- Task -
Scan the material below for the string "Emmanuel", and copy every line where it shows up.
┄┄┄┄┄┄┄┄┄┄┄┄┄┄┄┄┄┄┄┄
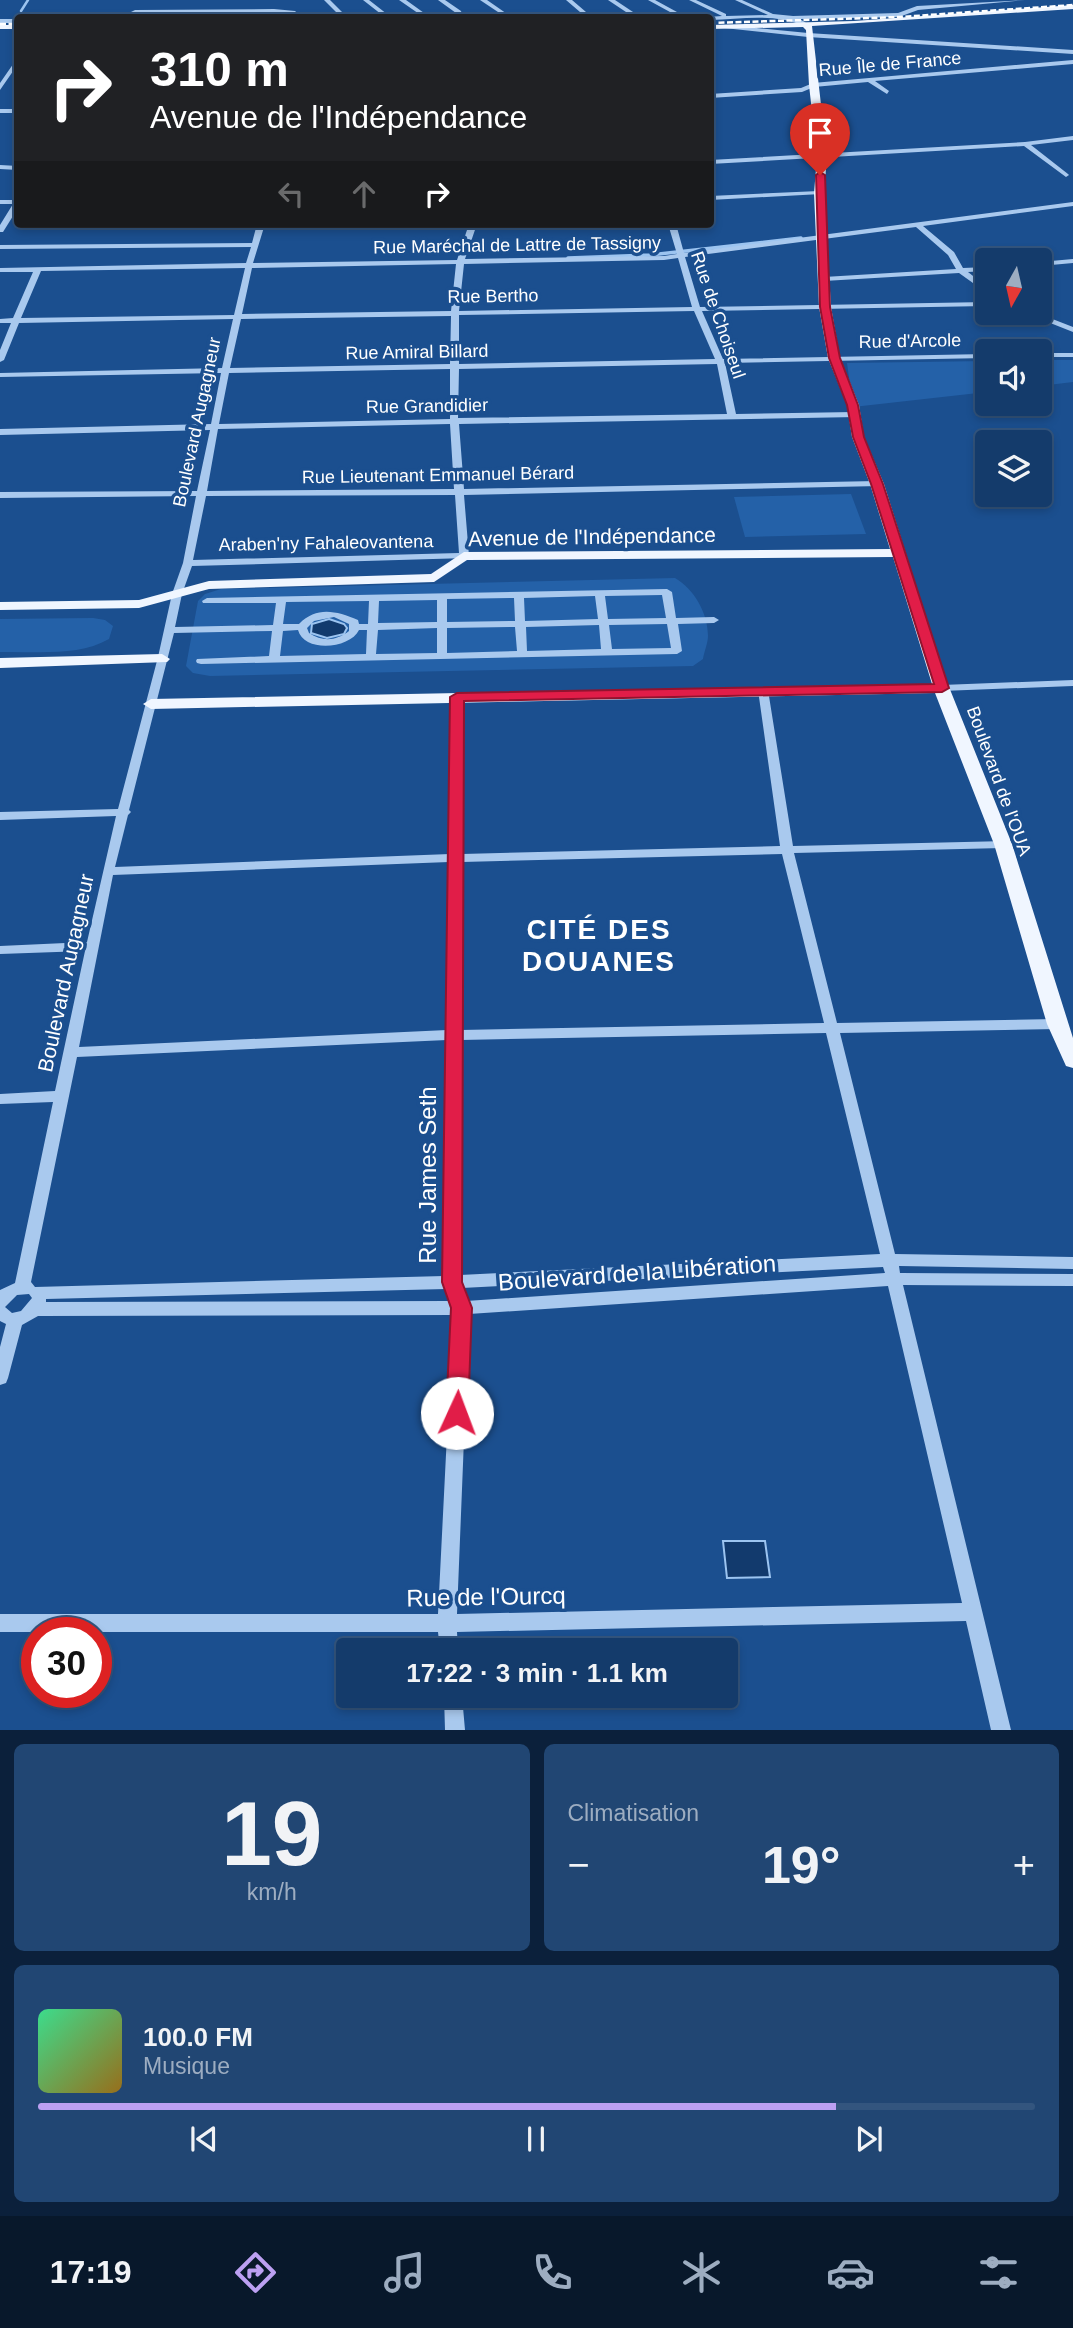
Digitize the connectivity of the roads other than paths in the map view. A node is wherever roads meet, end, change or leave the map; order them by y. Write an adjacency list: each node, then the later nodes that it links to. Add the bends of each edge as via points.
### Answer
1 (289, 0): 17 (street)
2 (327, 0): 20 (street)
3 (366, 0): 21 (street)
4 (402, 0): 22 (street)
5 (441, 0): 23 (street)
6 (483, 0): 24 (street)
7 (569, 0): 25 (street)
8 (611, 0): 26 (street)
9 (651, 0): 27 (street)
10 (692, 0): 29 (street)
11 (738, 0): 28 (street)
12 (914, 0): 16 (street)
13 (1022, 0): 14 (street)
14 (991, 1): 16 (street)
15 (1073, 7): 33 (main road)
16 (917, 8): 31 (street, via 899,15)
17 (293, 12): 18 (street); 19 (street)
18 (130, 14)
19 (296, 14)
20 (342, 14)
21 (385, 14)
22 (423, 14)
23 (459, 14)
24 (505, 14)
25 (586, 14)
26 (634, 14)
27 (678, 14)
28 (775, 16): 29 (street); 31 (street)
29 (727, 17): 30 (street)
30 (714, 18)
31 (793, 18): 33 (street)
32 (714, 27): 33 (main road)
33 (806, 30): 34 (street); 39 (main road, Boulevard de l'OUA)
34 (1073, 52)
35 (1073, 62): 38 (street, Rue Île de France)
36 (14, 64): 37 (street)
37 (2, 80): 40 (street)
38 (869, 80): 39 (street, Rue Île de France); 41 (street)
39 (813, 85): 42 (street, Rue Île de France, via 802,90); 45 (main road, Boulevard de l'OUA)
40 (0, 88)
41 (887, 92)
42 (714, 96)
43 (1073, 138): 44 (street)
44 (1025, 144): 45 (street); 47 (street)
45 (821, 157): 46 (street); 48 (main road, Boulevard de l'OUA)
46 (714, 162)
47 (1066, 175)
48 (819, 193): 49 (street); 57 (main road, Boulevard de l'OUA)
49 (714, 198)
50 (1073, 204): 52 (street, Rue Maréchal de Lattre de Tassigny)
51 (14, 208): 56 (street)
52 (917, 224): 57 (street, Rue Maréchal de Lattre de Tassigny); 68 (street, via 951,254)
53 (260, 228): 58 (street, Boulevard Augagneur)
54 (472, 228): 62 (street)
55 (673, 228): 60 (street, Rue de Choiseul)
56 (0, 230)
57 (822, 239): 60 (street, Rue Maréchal de Lattre de Tassigny); 69 (main road, Boulevard de l'OUA)
58 (256, 245): 59 (street); 64 (street, Boulevard Augagneur)
59 (0, 247)
60 (681, 256): 62 (street, Rue Maréchal de Lattre de Tassigny); 73 (street, Rue de Choiseul)
61 (1073, 261): 63 (street)
62 (460, 263): 64 (street, Rue Maréchal de Lattre de Tassigny); 74 (street)
63 (1052, 263)
64 (249, 266): 65 (street, Rue Maréchal de Lattre de Tassigny); 75 (street, Boulevard Augagneur)
65 (38, 269): 66 (street, Rue Maréchal de Lattre de Tassigny); 77 (street)
66 (0, 270)
67 (975, 270): 68 (street)
68 (961, 271): 69 (street); 70 (street)
69 (824, 279): 72 (main road, Boulevard de l'OUA)
70 (975, 282)
71 (975, 304): 72 (street, Rue Bertho)
72 (825, 307): 73 (street, Rue Bertho); 83 (main road, Boulevard de l'OUA)
73 (697, 309): 74 (street, Rue Bertho); 85 (street, Rue de Choiseul)
74 (455, 312): 75 (street, Rue Bertho); 86 (street)
75 (239, 315): 77 (street, Rue Bertho); 87 (street, Boulevard Augagneur)
76 (0, 321): 77 (street, Rue Bertho)
77 (18, 321): 84 (street)
78 (1052, 322): 79 (street)
79 (1073, 330)
80 (1052, 355): 81 (street)
81 (1073, 355)
82 (975, 356): 83 (street, Rue d'Arcole)
83 (834, 358): 85 (street, Rue Amiral Billard); 89 (main road, Boulevard de l'OUA)
84 (0, 359)
85 (720, 360): 86 (street, Rue Amiral Billard); 90 (street, Rue de Choiseul)
86 (456, 366): 87 (street, Rue Amiral Billard); 91 (street)
87 (225, 372): 88 (street, Rue Amiral Billard); 92 (street, Boulevard Augagneur)
88 (0, 374)
89 (854, 415): 90 (street, Rue Grandidier); 94 (main road, Boulevard de l'OUA)
90 (732, 417): 91 (street, Rue Grandidier)
91 (454, 421): 92 (street, Rue Grandidier); 95 (street)
92 (214, 427): 93 (street, Rue Grandidier); 96 (street, Boulevard Augagneur)
93 (0, 432)
94 (877, 484): 95 (street, Rue Lieutenant Emmanuel Bérard); 98 (main road, Boulevard de l'OUA)
95 (461, 492): 96 (street, Rue Lieutenant Emmanuel Bérard); 99 (street)
96 (202, 493): 97 (street, Rue Lieutenant Emmanuel Bérard); 100 (street, Boulevard Augagneur)
97 (0, 495)
98 (899, 553): 99 (main road, Avenue de l'Indépendance); 128 (main road, Boulevard de l'OUA)
99 (464, 556): 100 (street, Araben'ny Fahaleovantena); 102 (main road, Avenue de l'Indépendance, via 434,578 209,585)
100 (188, 563): 102 (street, Boulevard Augagneur)
101 (600, 593): 103 (street); 110 (street, via 667,592); 111 (street)
102 (177, 594): 108 (main road, Avenue de l'Indépendance, via 139,604); 118 (street, Boulevard Augagneur)
103 (519, 595): 104 (street); 112 (street)
104 (442, 597): 105 (street); 113 (street)
105 (374, 598): 106 (street); 116 (street)
106 (281, 600): 107 (street); 117 (street)
107 (207, 601)
108 (0, 606)
109 (714, 620): 110 (street)
110 (672, 621): 111 (street); 119 (street, via 677,651)
111 (604, 622): 112 (street); 119 (street)
112 (521, 624): 113 (street); 120 (street)
113 (442, 625): 116 (street); 121 (street)
114 (302, 627): 115 (street, via 310,618 335,614 350,618); 115 (street, via 308,638 326,643 343,640); 117 (street)
115 (355, 627): 116 (street)
116 (372, 627): 122 (street)
117 (278, 628): 118 (street); 123 (street)
118 (169, 630): 126 (street, Boulevard Augagneur)
119 (607, 652): 120 (street)
120 (522, 654): 121 (street)
121 (442, 656): 122 (street)
122 (371, 657): 123 (street)
123 (274, 659): 124 (street)
124 (201, 661)
125 (0, 663): 126 (main road)
126 (161, 664): 131 (street, Boulevard Augagneur)
127 (1073, 683): 128 (street)
128 (942, 688): 129 (main road); 134 (main road, Boulevard de l'OUA)
129 (763, 690): 130 (main road); 135 (street)
130 (457, 697): 131 (main road); 136 (street, Rue James Seth)
131 (151, 704): 132 (street, Boulevard Augagneur)
132 (125, 812): 133 (street); 137 (street, Boulevard Augagneur)
133 (0, 816)
134 (1003, 844): 135 (street); 140 (main road, Boulevard de l'OUA)
135 (787, 849): 136 (street); 141 (street)
136 (455, 858): 137 (street); 142 (street, Rue James Seth)
137 (108, 871): 138 (street, Boulevard Augagneur)
138 (93, 946): 139 (street); 143 (street, Boulevard Augagneur)
139 (0, 950)
140 (1057, 1024): 141 (street); 144 (main road, Boulevard de l'OUA)
141 (831, 1027): 142 (street); 147 (street)
142 (452, 1035): 143 (street); 151 (street, Rue James Seth)
143 (71, 1052): 145 (street, Boulevard Augagneur)
144 (1073, 1061)
145 (61, 1096): 146 (street); 152 (street, Boulevard Augagneur)
146 (0, 1099)
147 (889, 1260): 148 (street, Boulevard de la Libération); 149 (street); 151 (street, Boulevard de la Libération)
148 (1073, 1263)
149 (894, 1279): 150 (street, Boulevard de la Libération); 153 (street, Boulevard de la Libération); 156 (street)
150 (1073, 1280)
151 (452, 1282): 152 (street, Boulevard de la Libération); 153 (street, Rue James Seth)
152 (17, 1296): 153 (street, Boulevard de la Libération); 154 (street, via 27,1317)
153 (461, 1308): 158 (street, Rue James Seth)
154 (7, 1316): 155 (street)
155 (0, 1378)
156 (973, 1612): 158 (street, Rue de l'Ourcq); 162 (street)
157 (0, 1623): 158 (street, Rue de l'Ourcq)
158 (447, 1623): 159 (street, Rue James Seth)
159 (448, 1638)
160 (454, 1708): 161 (street)
161 (455, 1730)
162 (1001, 1730)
┄┄┄┄┄┄┄┄┄┄┄┄┄┄┄┄┄┄┄┄
- Completed task -
94 (877, 484): 95 (street, Rue Lieutenant Emmanuel Bérard); 98 (main road, Boulevard de l'OUA)
95 (461, 492): 96 (street, Rue Lieutenant Emmanuel Bérard); 99 (street)
96 (202, 493): 97 (street, Rue Lieutenant Emmanuel Bérard); 100 (street, Boulevard Augagneur)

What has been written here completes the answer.